[[ SUPPLIED ENTRIES open ]]
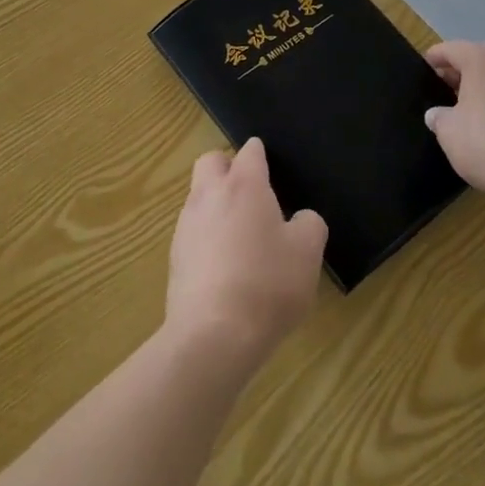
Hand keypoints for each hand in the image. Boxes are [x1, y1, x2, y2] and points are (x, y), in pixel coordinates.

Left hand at [166, 138, 326, 368]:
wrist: (214, 334)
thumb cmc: (268, 284)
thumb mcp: (307, 253)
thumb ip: (309, 225)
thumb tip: (300, 219)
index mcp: (243, 185)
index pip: (250, 152)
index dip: (261, 154)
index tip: (270, 164)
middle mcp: (209, 194)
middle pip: (211, 161)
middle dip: (228, 166)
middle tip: (251, 191)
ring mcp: (187, 224)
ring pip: (198, 195)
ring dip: (216, 202)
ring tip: (240, 232)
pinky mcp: (175, 255)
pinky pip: (192, 230)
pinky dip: (206, 235)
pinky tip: (224, 263)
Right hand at [425, 39, 484, 205]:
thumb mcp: (449, 133)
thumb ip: (439, 117)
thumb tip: (438, 113)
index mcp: (483, 61)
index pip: (453, 48)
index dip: (436, 57)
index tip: (426, 68)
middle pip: (484, 55)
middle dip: (467, 67)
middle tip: (452, 87)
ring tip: (480, 106)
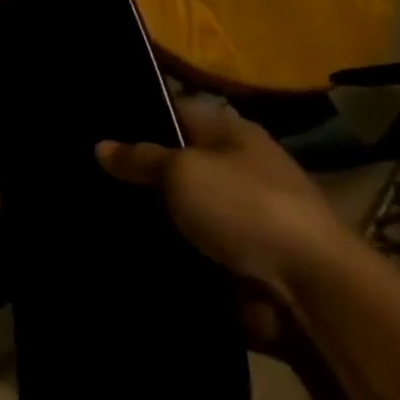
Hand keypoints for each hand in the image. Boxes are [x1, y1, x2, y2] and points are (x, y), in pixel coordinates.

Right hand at [95, 97, 362, 332]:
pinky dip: (166, 248)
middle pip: (177, 161)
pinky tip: (127, 249)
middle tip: (87, 175)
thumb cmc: (246, 209)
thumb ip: (141, 158)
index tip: (96, 127)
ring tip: (97, 214)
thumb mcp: (183, 173)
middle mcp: (240, 167)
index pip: (177, 109)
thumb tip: (101, 146)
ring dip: (149, 214)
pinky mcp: (240, 256)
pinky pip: (190, 245)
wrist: (312, 289)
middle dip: (138, 171)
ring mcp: (243, 214)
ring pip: (180, 207)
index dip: (139, 115)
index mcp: (233, 133)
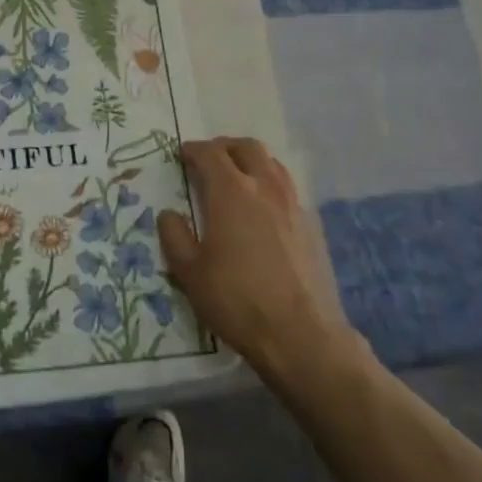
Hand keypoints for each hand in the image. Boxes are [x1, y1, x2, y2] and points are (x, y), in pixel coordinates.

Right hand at [159, 138, 367, 380]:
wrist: (301, 334)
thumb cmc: (237, 300)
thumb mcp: (190, 273)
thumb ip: (175, 236)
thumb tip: (169, 214)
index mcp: (231, 192)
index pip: (210, 154)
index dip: (194, 150)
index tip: (182, 154)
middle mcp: (265, 188)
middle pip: (247, 148)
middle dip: (225, 147)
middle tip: (209, 159)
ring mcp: (293, 204)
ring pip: (272, 164)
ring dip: (251, 161)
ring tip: (237, 177)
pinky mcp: (312, 225)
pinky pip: (287, 188)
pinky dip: (270, 184)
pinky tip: (263, 209)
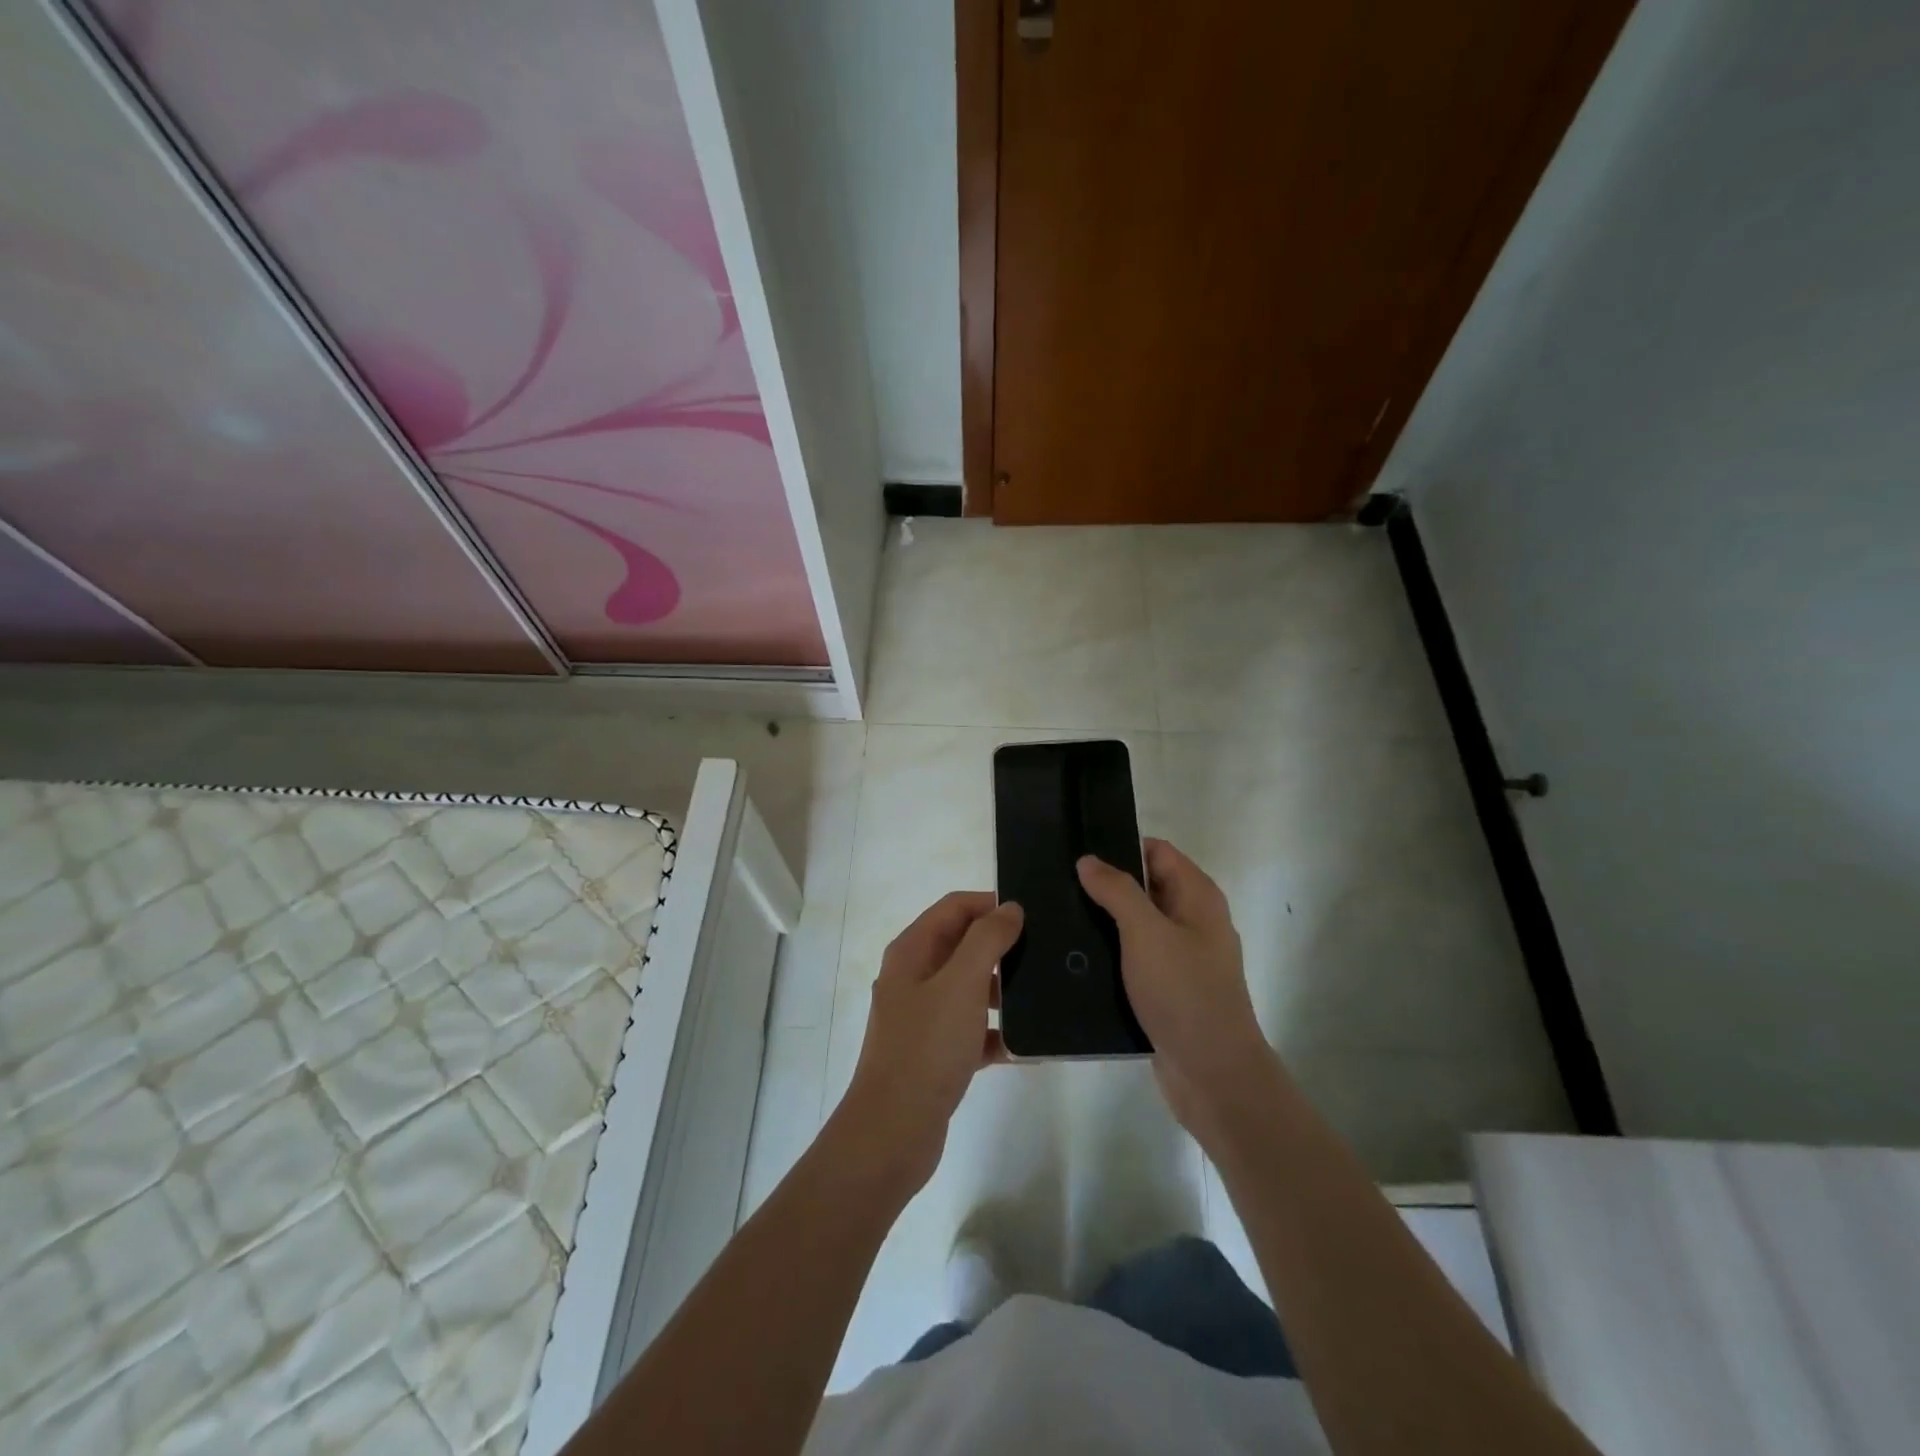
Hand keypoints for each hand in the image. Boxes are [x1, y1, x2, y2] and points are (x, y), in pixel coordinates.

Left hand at [836, 892, 1023, 1198]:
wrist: (892, 1133)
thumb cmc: (926, 1047)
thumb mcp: (961, 984)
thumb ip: (987, 939)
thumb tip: (1010, 908)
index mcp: (912, 951)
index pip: (954, 907)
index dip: (990, 903)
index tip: (1032, 915)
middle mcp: (913, 977)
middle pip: (962, 945)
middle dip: (1001, 947)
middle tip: (1044, 952)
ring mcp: (922, 1017)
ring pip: (969, 988)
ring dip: (1002, 990)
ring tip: (1042, 995)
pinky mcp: (934, 1053)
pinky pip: (972, 1031)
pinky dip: (996, 1034)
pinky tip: (1029, 1046)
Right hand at [1076, 840, 1275, 1142]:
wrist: (1212, 1074)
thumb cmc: (1184, 992)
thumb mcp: (1146, 933)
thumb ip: (1117, 891)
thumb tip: (1089, 860)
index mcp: (1197, 897)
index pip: (1156, 852)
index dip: (1120, 846)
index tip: (1077, 850)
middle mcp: (1193, 920)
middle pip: (1145, 887)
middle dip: (1106, 884)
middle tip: (1057, 884)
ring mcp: (1181, 957)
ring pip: (1136, 925)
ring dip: (1104, 921)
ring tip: (1056, 917)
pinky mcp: (1167, 988)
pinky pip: (1134, 959)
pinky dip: (1110, 954)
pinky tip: (1075, 958)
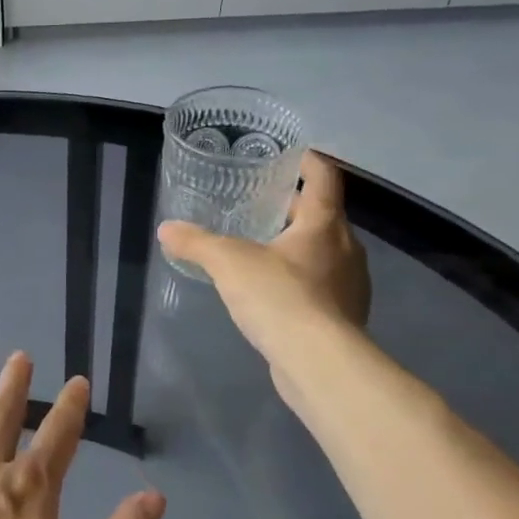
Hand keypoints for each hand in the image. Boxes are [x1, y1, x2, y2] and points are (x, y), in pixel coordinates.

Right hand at [157, 151, 370, 371]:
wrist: (318, 363)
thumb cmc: (279, 297)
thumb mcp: (227, 262)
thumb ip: (196, 242)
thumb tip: (166, 229)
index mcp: (324, 225)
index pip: (324, 178)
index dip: (309, 162)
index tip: (292, 155)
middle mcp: (347, 249)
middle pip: (323, 216)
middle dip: (294, 209)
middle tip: (260, 205)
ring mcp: (351, 286)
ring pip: (325, 253)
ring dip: (299, 247)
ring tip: (263, 250)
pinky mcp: (345, 318)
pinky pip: (322, 287)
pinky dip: (301, 281)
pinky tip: (274, 294)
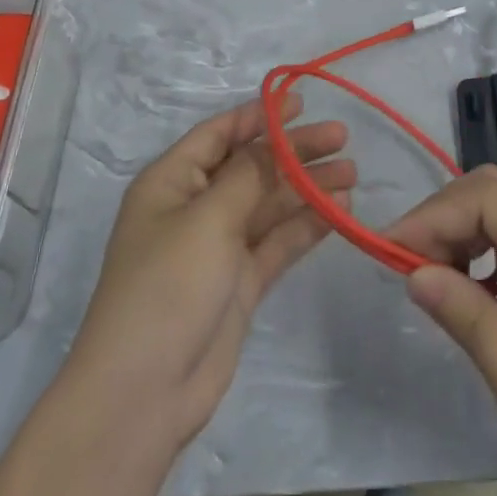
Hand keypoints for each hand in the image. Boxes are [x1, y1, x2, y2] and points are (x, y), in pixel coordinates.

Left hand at [64, 95, 352, 455]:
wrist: (144, 392)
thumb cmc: (167, 286)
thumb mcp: (208, 219)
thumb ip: (248, 176)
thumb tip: (274, 140)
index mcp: (172, 181)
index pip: (219, 134)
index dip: (259, 115)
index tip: (302, 103)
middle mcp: (195, 207)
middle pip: (251, 166)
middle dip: (294, 150)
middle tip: (342, 138)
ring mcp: (217, 247)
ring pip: (269, 204)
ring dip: (307, 187)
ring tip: (352, 172)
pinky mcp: (239, 283)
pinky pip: (277, 242)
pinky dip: (306, 225)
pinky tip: (340, 210)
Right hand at [388, 167, 496, 495]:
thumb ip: (473, 324)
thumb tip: (414, 273)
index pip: (486, 200)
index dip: (431, 218)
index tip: (388, 254)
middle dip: (444, 216)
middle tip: (408, 264)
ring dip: (465, 226)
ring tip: (434, 274)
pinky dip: (492, 242)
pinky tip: (478, 283)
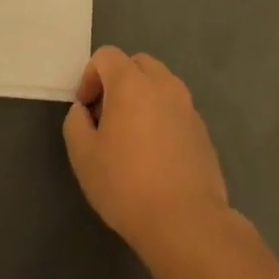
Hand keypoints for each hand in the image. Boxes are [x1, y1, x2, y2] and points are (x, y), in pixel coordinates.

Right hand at [63, 46, 230, 259]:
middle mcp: (163, 85)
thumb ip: (75, 123)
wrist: (186, 222)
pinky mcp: (203, 131)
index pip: (107, 55)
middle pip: (137, 64)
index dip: (89, 76)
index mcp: (131, 83)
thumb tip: (83, 111)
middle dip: (117, 80)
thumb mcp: (83, 156)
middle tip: (106, 116)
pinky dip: (161, 117)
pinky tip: (155, 154)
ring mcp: (187, 107)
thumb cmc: (126, 185)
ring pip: (160, 84)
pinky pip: (176, 109)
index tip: (85, 109)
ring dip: (142, 97)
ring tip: (131, 135)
[[ SUPPLIED ENTRIES closed ]]
> _YOUR TASK_: Retype all entries exactly; omit pictures.

> _PROBLEM SOLUTION_:
Hand keypoints for each hand in the image. Boxes are [x1, y1, x2, y2] and points are (x, y), in pixel coordinates.

Left hand at [166, 138, 326, 368]:
wrist: (214, 334)
thumb cmc: (268, 284)
thumb mcp: (307, 253)
thumb ip: (309, 225)
thumb tip: (300, 219)
index mcp: (243, 185)
index pip: (250, 152)
index dip: (261, 154)
index tip: (270, 164)
middle mcp: (209, 194)
middle pip: (211, 161)
middle dip: (228, 166)
middle tip: (251, 191)
ring mcp: (187, 224)
ring pip: (198, 195)
ring dip: (216, 202)
ring tip: (240, 232)
pinky mcp: (175, 255)
pinky pip: (192, 230)
pinky dip: (206, 235)
pinky tip: (224, 263)
Right hand at [425, 39, 484, 205]:
thumb mcp: (449, 133)
thumb ip: (439, 117)
thumb tip: (438, 113)
index mcp: (483, 61)
index pip: (453, 48)
index dip: (436, 57)
index tip: (426, 68)
middle pip: (484, 55)
middle dip: (467, 67)
middle tip: (452, 87)
ring tip: (480, 106)
Hand keypoints for each hand in the image. Boxes are [x1, y1, x2, y2] and points are (x, y), in pixel coordinates.

Right hand at [95, 97, 362, 332]:
pinky dip: (166, 248)
middle pip: (177, 161)
pinky tip: (127, 249)
middle tip: (87, 175)
thumb cmc: (246, 209)
thumb ip: (141, 158)
index tip: (96, 127)
ring tip: (97, 214)
thumb mcp: (183, 173)
middle mcp: (240, 167)
index pip: (177, 109)
thumb tip: (101, 146)
ring dip: (149, 214)
pinky mcp: (240, 256)
pinky pip: (190, 245)
wrist: (312, 289)
middle dip: (138, 171)
ring mcp: (243, 214)
ring pip: (180, 207)
index dip: (139, 115)
index mcp: (233, 133)
Hand keypoints for each hand in the image. Boxes are [x1, y1, x2, y2] and points are (x, y), in pixel coordinates.

Right hand at [159, 138, 367, 380]:
wrist: (301, 334)
thumb cmc: (237, 300)
thumb mcp: (190, 273)
thumb ip: (175, 236)
thumb tip: (169, 214)
index mcp: (231, 192)
index pip: (210, 154)
index dip: (194, 150)
index tip: (182, 154)
middle mcp: (265, 188)
middle pip: (247, 148)
middle dip: (225, 147)
middle tip: (209, 159)
ring mcp: (293, 204)
ring pip: (272, 164)
ring dip: (251, 161)
ring tip: (237, 177)
pinky mcp: (312, 225)
pinky pip: (287, 188)
pinky dip: (270, 184)
pinky tip: (263, 209)
Hand keypoints for each hand in the image. Boxes are [x1, y1, x2, y2] and points are (x, y), in pixel coordinates.

Left hand at [836, 892, 1023, 1198]:
wrist: (892, 1133)
thumb cmc: (926, 1047)
thumb mcp: (961, 984)
thumb ip: (987, 939)
thumb tip: (1010, 908)
index mcp: (912, 951)
index pip: (954, 907)
index dip: (990, 903)
index tip: (1032, 915)
middle mcp: (913, 977)
middle pip: (962, 945)
middle dip: (1001, 947)
middle tip: (1044, 952)
ring mcp: (922, 1017)
ring pip: (969, 988)
ring dip: (1002, 990)
ring tip: (1042, 995)
pinky mcp: (934, 1053)
pinky pip: (972, 1031)
pinky dip: (996, 1034)
pinky tip: (1029, 1046)
Right hand at [1076, 840, 1275, 1142]:
wrist: (1212, 1074)
thumb cmc: (1184, 992)
thumb mcp: (1146, 933)
thumb ip: (1117, 891)
thumb tip: (1089, 860)
index mcp: (1197, 897)
index pip: (1156, 852)
index dip: (1120, 846)
index tip: (1077, 850)
middle mcp: (1193, 920)
middle pip: (1145, 887)
middle dip: (1106, 884)
middle tip: (1057, 884)
ring mcp: (1181, 957)
ring pip: (1136, 925)
ring dip: (1104, 921)
ring tip: (1056, 917)
pinky mcp: (1167, 988)
pinky pip: (1134, 959)
pinky dip: (1110, 954)
pinky tip: (1075, 958)
Hand keypoints for each hand in the image. Boxes are [x1, y1, x2, y2] and points are (x, y), in pixel coordinates.

Right hand at [157, 151, 370, 371]:
wrist: (318, 363)
thumb cmc: (279, 297)
thumb mcp: (227, 262)
thumb ip: (196, 242)
thumb tip: (166, 229)
index mcp: (324, 225)
index pip: (324, 178)
index dip: (309, 162)
index tip: (292, 155)
middle mcp: (347, 249)
middle pip: (323, 216)
middle dip: (294, 209)
middle tip: (260, 205)
ring mcp: (351, 286)
ring pip: (325, 253)
ring dip: (299, 247)
ring tip: (263, 250)
pinky mcp: (345, 318)
pinky pip: (322, 287)
pinky dip: (301, 281)
pinky tip: (274, 294)
Hand keypoints for each hand in the image. Boxes are [x1, y1, x2, y2] and points are (x, y), in pixel coordinates.

Left hand at [64, 95, 352, 455]:
wrist: (144, 392)
thumb cmc: (167, 286)
thumb mcp: (208, 219)
thumb ip: (248, 176)
thumb tip: (274, 140)
index mcp: (172, 181)
index pip: (219, 134)
index dip: (259, 115)
index tip: (302, 103)
middle mcp: (195, 207)
middle pip: (251, 166)
middle dip: (294, 150)
middle tip: (342, 138)
ring mcp: (217, 247)
ring pip: (269, 204)
ring dip: (307, 187)
ring tip: (352, 172)
pinky mcp: (239, 283)
pinky pip: (277, 242)
pinky dip: (306, 225)
pinky tip: (340, 210)
Right hand at [388, 167, 496, 495]:
thumb ip: (473, 324)
thumb tip: (414, 273)
index pip: (486, 200)
index dip: (431, 218)
index tip: (388, 254)
middle dip: (444, 216)
middle tip: (408, 264)
ring dip: (465, 226)
ring tip: (434, 274)
pinky dip: (492, 242)
pinky tip: (478, 283)
Hand keypoints for each hand in the image. Boxes are [x1, y1, x2, y2] and points are (x, y), in pixel coordinates.

Right hand at [63, 46, 230, 259]:
middle mcp: (163, 85)
thumb ip: (75, 123)
wrist: (186, 222)
pinky mcp: (203, 131)
index pip: (107, 55)
middle pip: (137, 64)
index dip: (89, 76)
index mcp: (131, 83)
thumb tip: (83, 111)
middle dip: (117, 80)
thumb mcp: (83, 156)
middle tip: (106, 116)
pinky dip: (161, 117)
pinky tip: (155, 154)
ring mcp: (187, 107)
thumb cmc: (126, 185)
ring pip: (160, 84)
pinky pip: (176, 109)
index tip: (85, 109)
ring dip: (142, 97)
ring tip: (131, 135)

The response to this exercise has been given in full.